[Work task] Locate the line that contains "thumb ip: (960, 1018)" in the entries below, then repeat it and every following line through the line that contains "pinky mcp: (854, 1077)", exactly, and no others.

[Provided data]

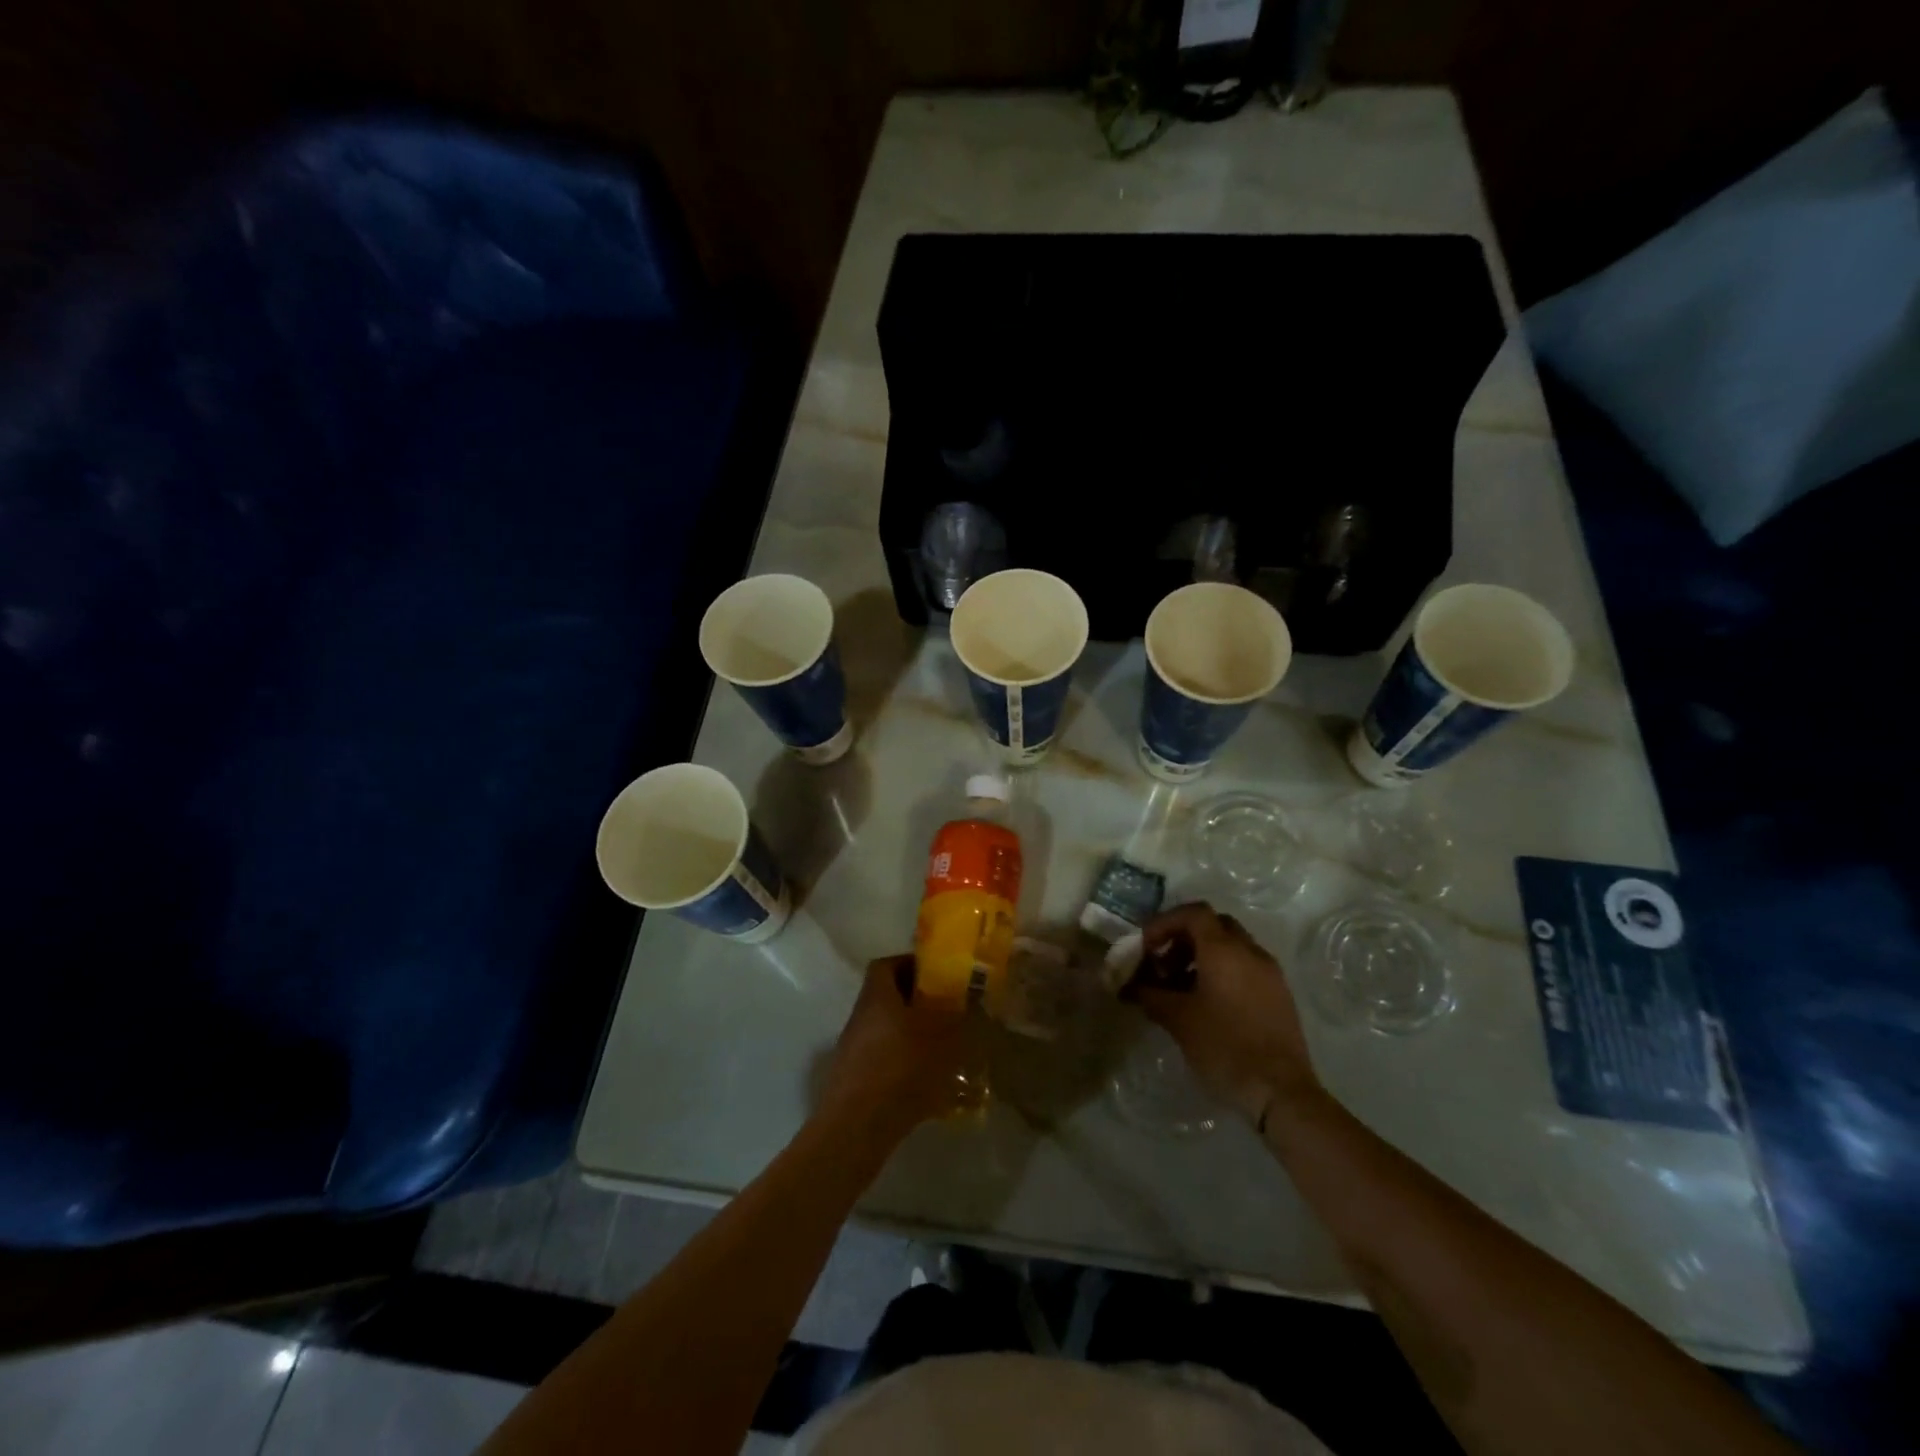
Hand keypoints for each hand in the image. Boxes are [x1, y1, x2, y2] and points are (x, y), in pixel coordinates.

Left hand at [816, 956, 968, 1144]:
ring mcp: (854, 1048)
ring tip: (942, 1046)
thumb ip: (960, 1018)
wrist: (857, 1128)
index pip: (887, 964)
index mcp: (877, 995)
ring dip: (911, 1032)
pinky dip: (903, 1060)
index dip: (911, 964)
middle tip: (946, 1010)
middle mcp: (861, 1015)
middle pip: (888, 996)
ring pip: (886, 1027)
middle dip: (916, 1001)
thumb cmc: (901, 1069)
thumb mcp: (942, 1039)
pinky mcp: (854, 1077)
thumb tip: (974, 1001)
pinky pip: (883, 1056)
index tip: (937, 974)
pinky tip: (927, 1080)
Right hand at [1137, 903, 1320, 1125]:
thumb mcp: (1178, 1019)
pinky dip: (1222, 972)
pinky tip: (1206, 1004)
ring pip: (1231, 947)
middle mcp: (1250, 952)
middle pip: (1213, 925)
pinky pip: (1245, 967)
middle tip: (1163, 964)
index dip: (1165, 923)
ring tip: (1180, 988)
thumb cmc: (1224, 1046)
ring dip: (1202, 956)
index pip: (1193, 913)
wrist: (1280, 1091)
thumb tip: (1127, 986)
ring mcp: (1269, 973)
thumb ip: (1149, 995)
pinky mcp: (1279, 995)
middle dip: (1183, 938)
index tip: (1147, 947)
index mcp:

[Problem solution]
thumb ip: (960, 1018)
wrist: (857, 1128)
index pip: (887, 964)
index mcp: (877, 995)
ring dip: (911, 1032)
pinky dip: (903, 1060)
index dip: (911, 964)
middle tip: (946, 1010)
middle mcp: (861, 1015)
middle pip: (888, 996)
ring pip: (886, 1027)
middle dip: (916, 1001)
thumb cmc: (901, 1069)
thumb mcp: (942, 1039)
pinky mcp: (854, 1077)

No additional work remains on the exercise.